Opinion 90-204


January 24, 1991

 

Digest:         A judge may serve as a paid lecturer with the Court Clerk Development Program, a private profit-making enterprise which conducts programs to prepare court personnel for promotional examinations, which programs improve the legal system and the administration of justice.

 

Rules:          22 NYCRR §§100.4(a); 100.5(c)(1), 100.6(a) and 100.6(d)(1)(2)


Opinion:


         A full-time judge asks whether it is permissible to participate in the Court Clerk Development Program, a private for profit enterprise that conducts programs designed to prepare court personnel for promotional examinations. The judge would be lecturing on the Family Court Act and would be compensated at the same rate as other lecturers, who are private attorneys and other court personnel. The lectures would be taped for use in other parts of the state.


         Section 100.4(a) of the Rules of the Chief Administrator provides as follows:

 

A judge may speak, write, lecture, teach and participate in other activities concerning the law, the legal system, and the administration of justice.


         Additionally, a judge may receive reasonable compensation for “extra-judicial activities.” Compensation is reasonable if it does not exceed what a person, who is not a judge, would receive for the same activity. 22 NYCRR 100.6(a). A judge, however, may not receive compensation for extra-judicial activities performed for “New York State, its political subdivisions or any officer or agency thereof.” 22 NYCRR 100.6(d)(1).
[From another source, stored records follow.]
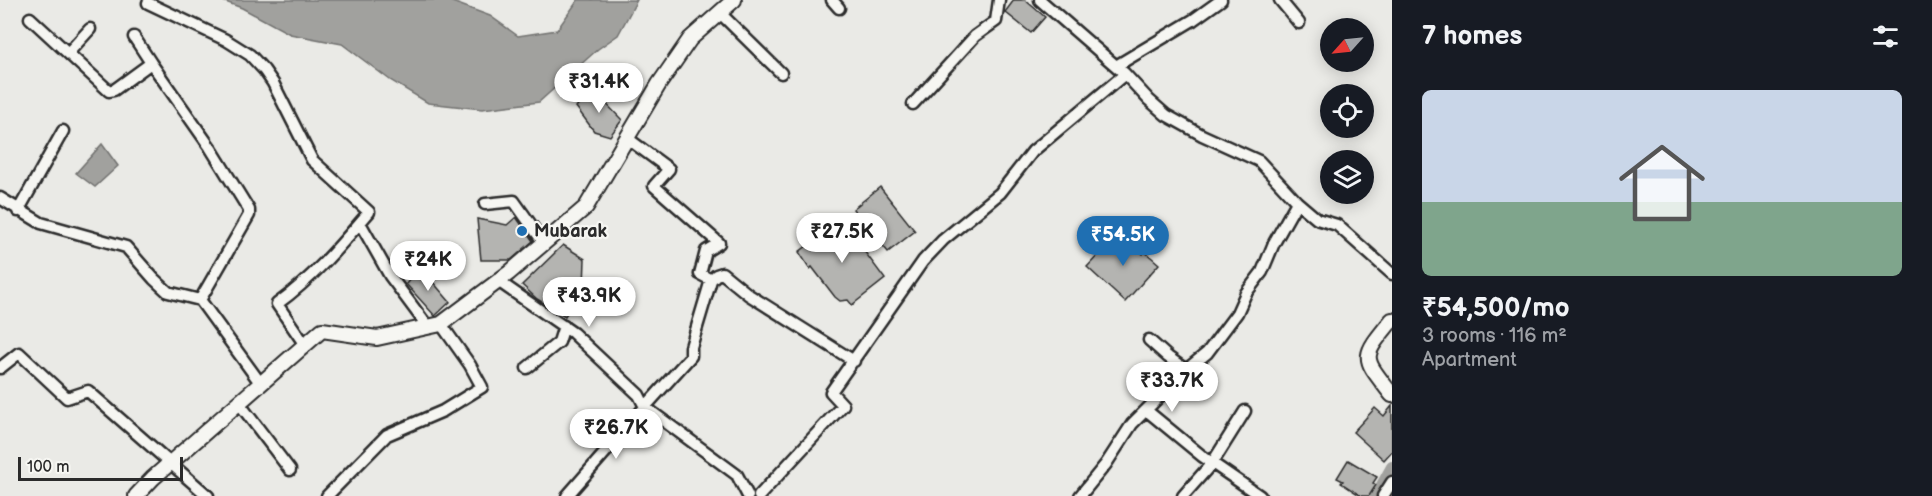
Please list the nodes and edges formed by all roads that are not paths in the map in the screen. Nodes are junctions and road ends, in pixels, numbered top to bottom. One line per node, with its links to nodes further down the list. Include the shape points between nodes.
1 (734, 0): 7 (street)
2 (999, 0): 17 (street, via 996,21 975,36)
3 (1040, 0): 14 (street)
4 (1221, 0): 14 (street)
5 (1280, 0): 9 (street)
6 (148, 3): 24 (street, via 250,54 277,91 312,160 369,212)
7 (720, 13): 15 (street); 19 (street, via 690,39)
8 (30, 18): 12 (street)
9 (1299, 23)
10 (90, 29): 12 (street)
11 (134, 37): 13 (street)
12 (68, 52): 13 (street, via 112,91)
13 (151, 63): 29 (street, via 250,212)
14 (1116, 66): 16 (street)
15 (781, 73)
16 (1125, 74): 21 (street, via 1166,115 1259,161); 35 (street, via 1033,151 1000,193 923,261)
17 (914, 104)
18 (63, 131): 23 (street)
19 (627, 138): 25 (street, via 586,207); 27 (street, via 669,169 654,186 719,243 706,251 700,274)
20 (0, 198): 23 (street)
21 (1298, 202): 26 (street, via 1317,219 1337,225); 38 (street, via 1237,313 1207,353)
22 (485, 204): 25 (street, via 513,201)
23 (18, 211): 29 (street, via 41,223 126,247 168,292)
24 (360, 223): 31 (street, via 390,276); 34 (street, via 313,275 277,304)
25 (544, 243): 28 (street)
26 (1392, 274)
27 (711, 280): 35 (street, via 722,273 749,295); 42 (street, via 691,356)
28 (498, 281): 31 (street); 32 (street)
29 (200, 300): 39 (street)
30 (1392, 321): 40 (street, via 1369,348 1369,365)
31 (435, 326): 34 (street, via 377,338 322,330); 51 (street, via 470,365 482,387 443,411 387,435)
32 (564, 327): 37 (street, via 559,342); 42 (street, via 608,363 639,394)
33 (1149, 340): 38 (street)
34 (305, 345): 39 (street)
35 (854, 361): 54 (street, via 831,392 843,405)
36 (0, 368): 46 (street, via 19,353 67,398 88,391)
37 (527, 368)
38 (1186, 370): 43 (street)
39 (261, 384): 41 (street)
40 (1392, 395)
41 (239, 404): 46 (street); 47 (street)
42 (645, 407): 52 (street); 53 (street, via 737,475)
43 (1146, 411): 45 (street); 55 (street, via 1132,424)
44 (1245, 411): 45 (street)
45 (1213, 462): 56 (street); 57 (street)
46 (170, 463): 49 (street); 50 (street)
47 (290, 470)
48 (1392, 482): 58 (street)
49 (136, 496)
50 (208, 496)
51 (327, 496)
52 (567, 496)
53 (748, 496)
54 (759, 496)
55 (1080, 496)
56 (1183, 496)
57 (1260, 496)
58 (1383, 496)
Further, a judge may not receive compensation from “a school, college, or university that is financially supported, in whole or in part, by New York State or any of its political subdivisions, or any officially recognized body of students thereof, except that a judge may receive the ordinary compensation for teaching a regular course of study at any college or university if the teaching does not conflict with the proper performance of judicial duties.” 22 NYCRR 100.6(d)(2). Since the Court Clerk Development Program is a private for-profit enterprise not funded, in whole or in part, by the state, such activities are not prohibited.
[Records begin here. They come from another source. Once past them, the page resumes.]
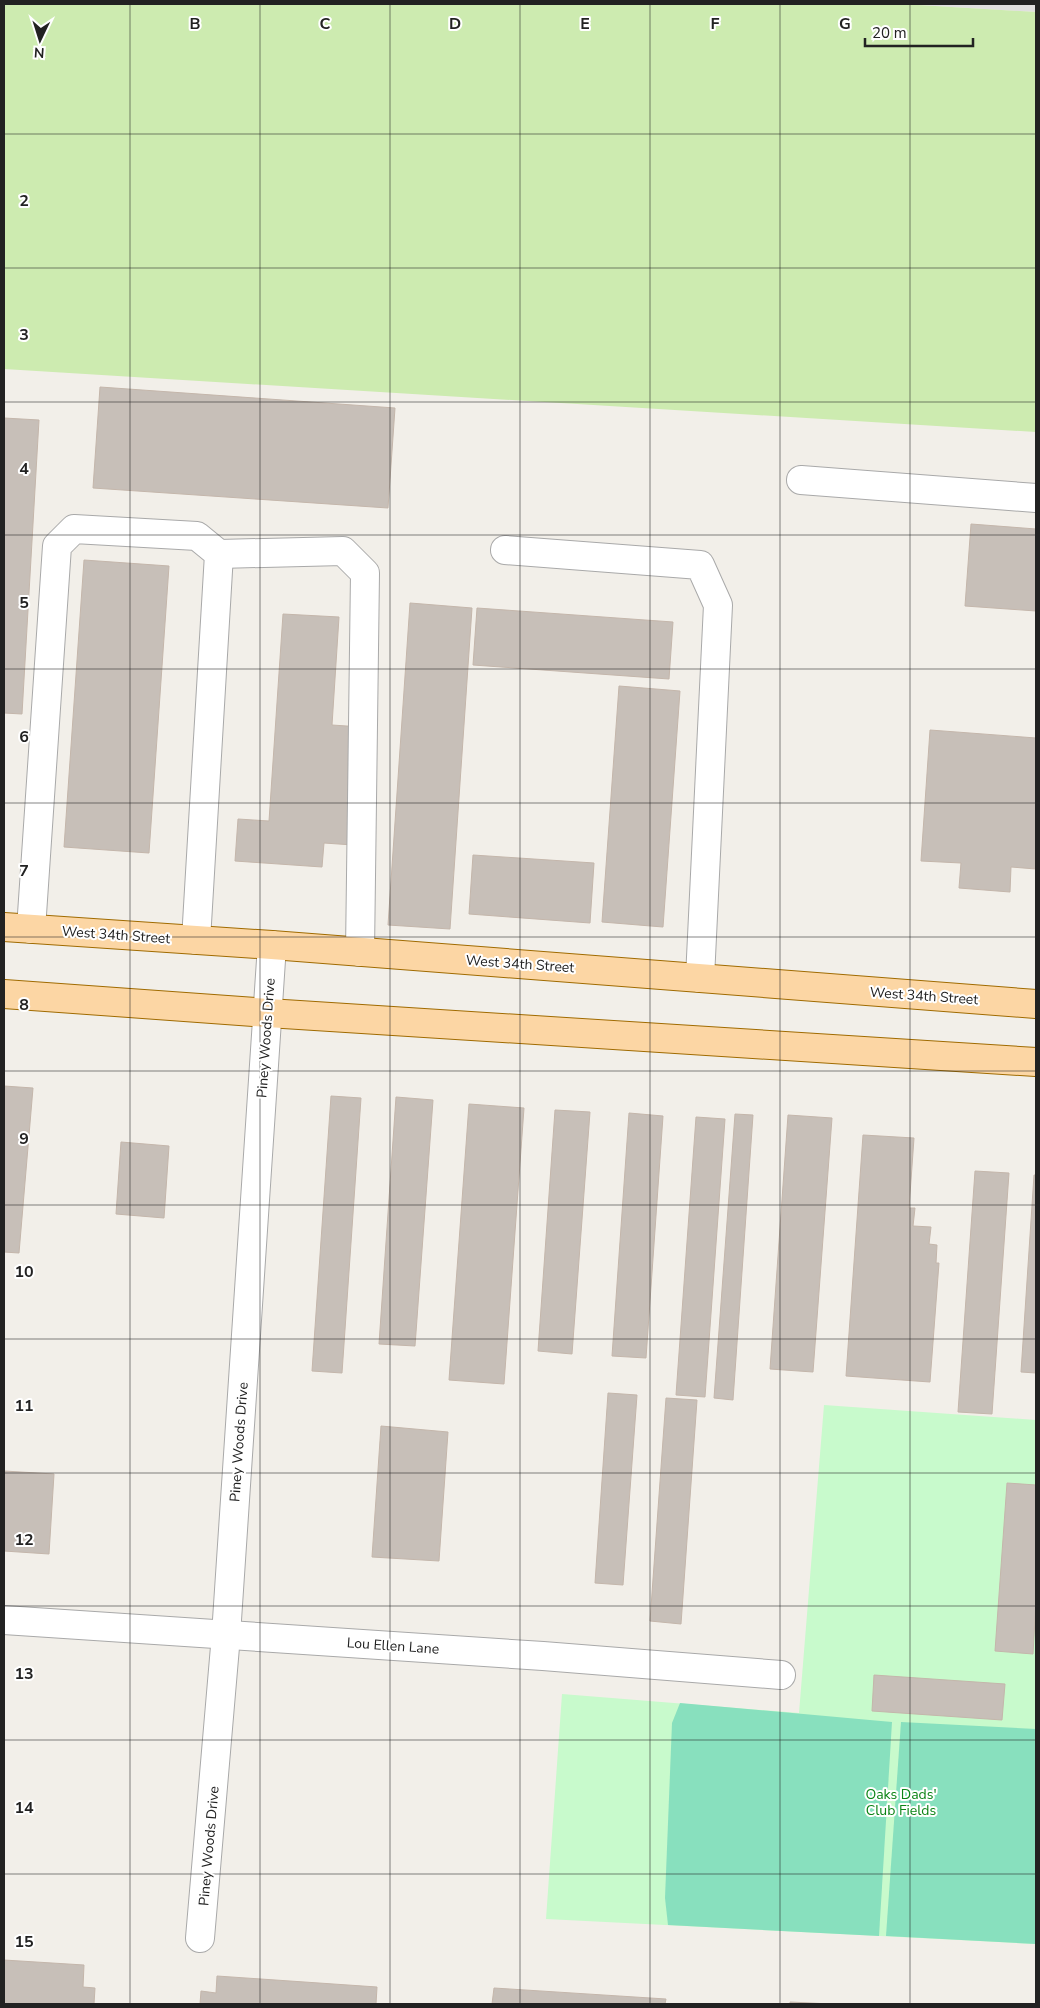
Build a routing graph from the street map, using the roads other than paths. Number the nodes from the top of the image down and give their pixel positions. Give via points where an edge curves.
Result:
1 (802, 480) dead end
2 (1036, 498) edge
3 (505, 550) dead end
4 (219, 554) junction
5 (4, 927) edge
6 (32, 929) junction
7 (196, 940) junction
8 (272, 945) junction
9 (360, 952) junction
10 (700, 978) junction
11 (4, 994) edge
12 (1036, 1004) edge
13 (268, 1013) junction
14 (1036, 1062) edge
15 (4, 1620) edge
16 (226, 1635) junction
17 (781, 1675) dead end
18 (200, 1938) dead end

1 - 2 street
3 - 10 street via 700,565 718,605
4 - 6 street via 197,536 74,529 57,546
4 - 7 street
4 - 9 street via 343,551 365,573
5 - 6 main road, West 34th Street
6 - 7 main road, West 34th Street
7 - 8 main road, West 34th Street
8 - 9 main road, West 34th Street
8 - 13 street, Piney Woods Drive
9 - 10 main road, West 34th Street
10 - 12 main road, West 34th Street
11 - 13 main road
13 - 14 main road
13 - 16 street, Piney Woods Drive
15 - 16 street, Lou Ellen Lane
16 - 17 street, Lou Ellen Lane
16 - 18 street, Piney Woods Drive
         Section 100.5(c)(1) of the Rules of the Chief Administrator sets forth the following restriction on extra-judicial activities:

 

A judge shall refrain from financial and business dealings that tend to reflect adversely on impartiality, interfere with the proper performance of judicial duties, exploit judicial position, or involve the judge in frequent transactions with lawyers or persons likely to come before the court on which he or she serves.


         Since the judge will be lecturing to court personnel, it is unlikely that such persons will come before the judge as litigants. Further, the judge would be participating in activities which improve the legal system. Thus, it is most improbable that the judge would be engaged in any activity which would reflect adversely upon his or her judicial position.